* [Action item]:
I'd like every line from the material below that has "Kajang" in it.

* [Listed entries]:

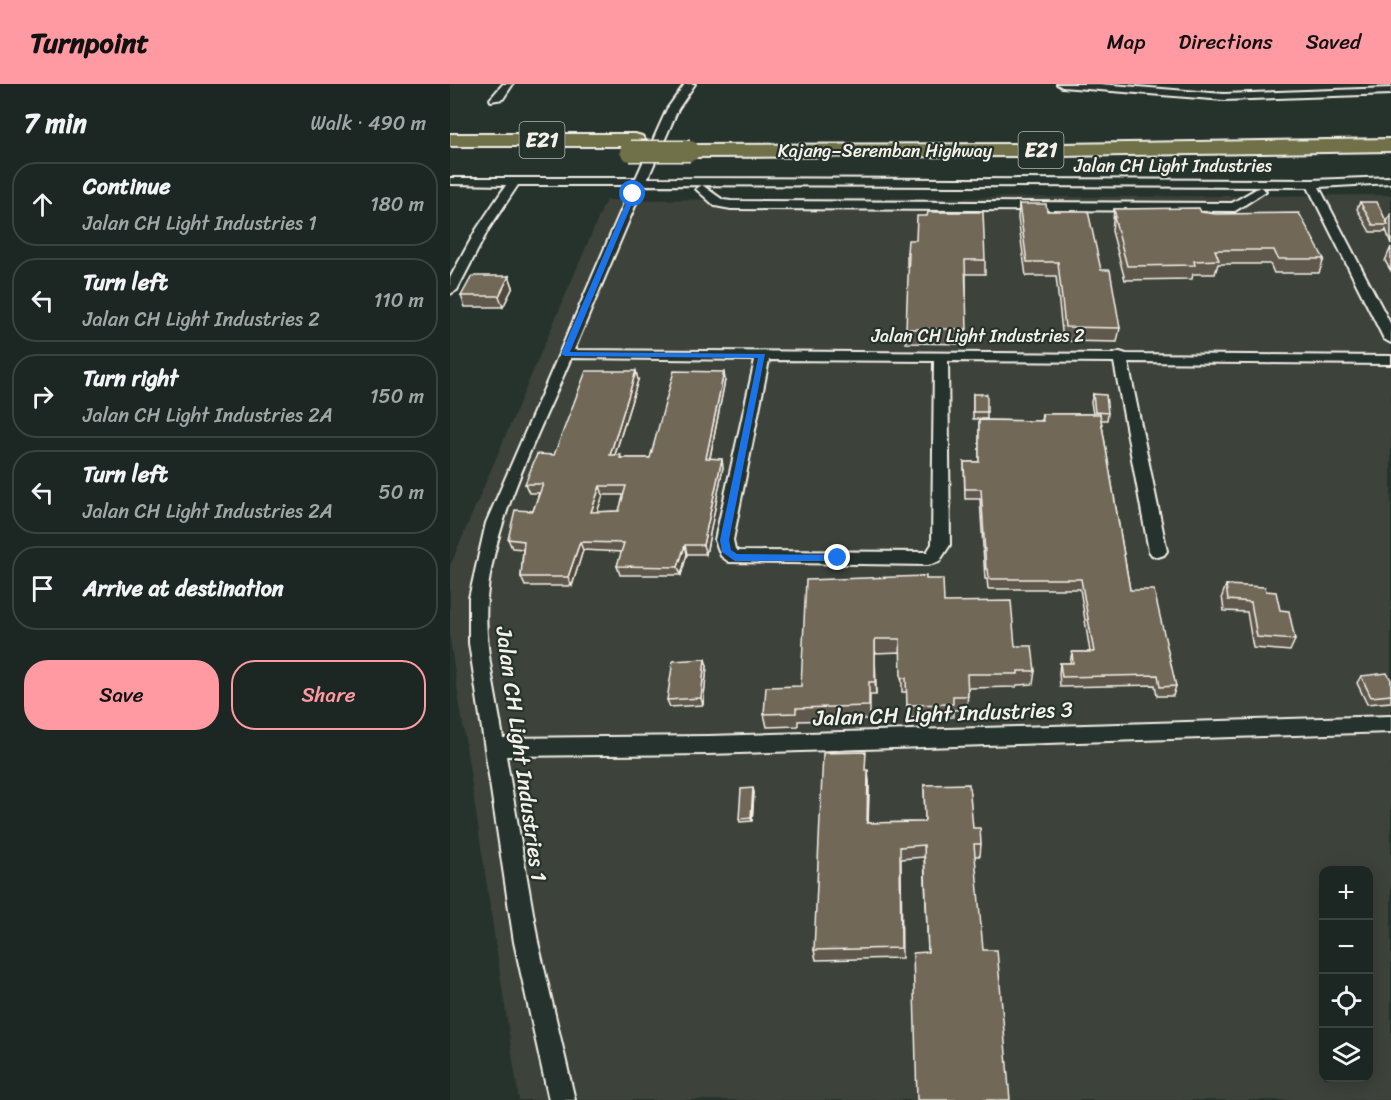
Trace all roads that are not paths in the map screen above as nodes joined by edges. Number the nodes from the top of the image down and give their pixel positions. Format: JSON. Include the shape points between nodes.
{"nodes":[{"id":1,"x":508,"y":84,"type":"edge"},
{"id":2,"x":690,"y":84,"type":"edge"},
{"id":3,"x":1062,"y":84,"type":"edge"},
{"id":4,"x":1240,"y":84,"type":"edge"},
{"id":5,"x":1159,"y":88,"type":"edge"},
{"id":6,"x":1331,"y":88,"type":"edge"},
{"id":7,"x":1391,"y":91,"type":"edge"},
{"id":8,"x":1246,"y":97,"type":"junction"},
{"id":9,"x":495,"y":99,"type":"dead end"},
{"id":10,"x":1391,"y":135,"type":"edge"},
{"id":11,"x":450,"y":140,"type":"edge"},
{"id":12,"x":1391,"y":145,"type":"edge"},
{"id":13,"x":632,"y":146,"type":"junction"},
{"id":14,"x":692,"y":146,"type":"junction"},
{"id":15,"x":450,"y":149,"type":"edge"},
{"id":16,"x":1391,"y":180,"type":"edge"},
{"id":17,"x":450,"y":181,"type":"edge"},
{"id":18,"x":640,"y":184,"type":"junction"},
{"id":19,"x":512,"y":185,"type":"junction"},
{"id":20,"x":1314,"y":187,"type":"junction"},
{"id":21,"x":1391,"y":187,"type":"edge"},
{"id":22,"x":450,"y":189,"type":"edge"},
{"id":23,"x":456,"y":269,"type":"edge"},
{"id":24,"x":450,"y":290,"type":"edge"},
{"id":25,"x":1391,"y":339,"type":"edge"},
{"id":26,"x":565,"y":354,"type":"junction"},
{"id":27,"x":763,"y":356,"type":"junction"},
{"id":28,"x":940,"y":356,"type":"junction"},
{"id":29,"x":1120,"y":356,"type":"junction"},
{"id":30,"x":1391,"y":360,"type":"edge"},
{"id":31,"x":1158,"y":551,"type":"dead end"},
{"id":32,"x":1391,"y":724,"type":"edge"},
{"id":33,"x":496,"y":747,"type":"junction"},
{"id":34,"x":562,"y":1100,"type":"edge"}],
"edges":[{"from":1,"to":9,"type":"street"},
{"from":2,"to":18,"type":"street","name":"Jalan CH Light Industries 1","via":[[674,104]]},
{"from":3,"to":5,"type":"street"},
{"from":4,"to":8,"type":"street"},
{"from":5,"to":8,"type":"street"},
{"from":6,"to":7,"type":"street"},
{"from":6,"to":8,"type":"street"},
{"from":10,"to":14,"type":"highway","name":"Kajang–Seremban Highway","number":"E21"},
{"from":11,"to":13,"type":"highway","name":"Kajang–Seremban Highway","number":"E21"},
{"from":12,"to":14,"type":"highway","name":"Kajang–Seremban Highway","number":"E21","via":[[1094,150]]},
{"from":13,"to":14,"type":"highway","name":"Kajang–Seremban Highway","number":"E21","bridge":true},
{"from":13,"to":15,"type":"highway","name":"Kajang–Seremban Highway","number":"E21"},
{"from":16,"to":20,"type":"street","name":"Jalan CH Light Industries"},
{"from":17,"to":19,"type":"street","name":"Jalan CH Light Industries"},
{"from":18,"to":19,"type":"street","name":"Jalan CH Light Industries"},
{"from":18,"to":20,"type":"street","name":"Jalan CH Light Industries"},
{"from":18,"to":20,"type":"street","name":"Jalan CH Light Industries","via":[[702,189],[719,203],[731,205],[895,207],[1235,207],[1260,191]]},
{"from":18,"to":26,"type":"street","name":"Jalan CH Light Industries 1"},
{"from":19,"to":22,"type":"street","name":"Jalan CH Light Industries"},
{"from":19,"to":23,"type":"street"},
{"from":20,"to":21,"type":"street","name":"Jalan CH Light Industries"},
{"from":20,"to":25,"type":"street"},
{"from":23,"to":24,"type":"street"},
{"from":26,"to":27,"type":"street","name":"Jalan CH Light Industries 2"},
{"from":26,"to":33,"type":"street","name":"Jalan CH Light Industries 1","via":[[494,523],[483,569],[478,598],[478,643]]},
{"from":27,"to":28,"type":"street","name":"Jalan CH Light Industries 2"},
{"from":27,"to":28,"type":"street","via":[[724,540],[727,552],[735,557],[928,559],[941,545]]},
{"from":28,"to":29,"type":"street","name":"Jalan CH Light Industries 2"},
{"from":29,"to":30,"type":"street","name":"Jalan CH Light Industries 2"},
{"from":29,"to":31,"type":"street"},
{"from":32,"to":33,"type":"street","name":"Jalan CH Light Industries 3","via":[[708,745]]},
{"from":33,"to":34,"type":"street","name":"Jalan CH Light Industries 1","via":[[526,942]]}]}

* [Answer to the exercise]:
{"from":10,"to":14,"type":"highway","name":"Kajang–Seremban Highway","number":"E21"},
{"from":11,"to":13,"type":"highway","name":"Kajang–Seremban Highway","number":"E21"},
{"from":12,"to":14,"type":"highway","name":"Kajang–Seremban Highway","number":"E21","via":[[1094,150]]},
{"from":13,"to":14,"type":"highway","name":"Kajang–Seremban Highway","number":"E21","bridge":true},
{"from":13,"to":15,"type":"highway","name":"Kajang–Seremban Highway","number":"E21"},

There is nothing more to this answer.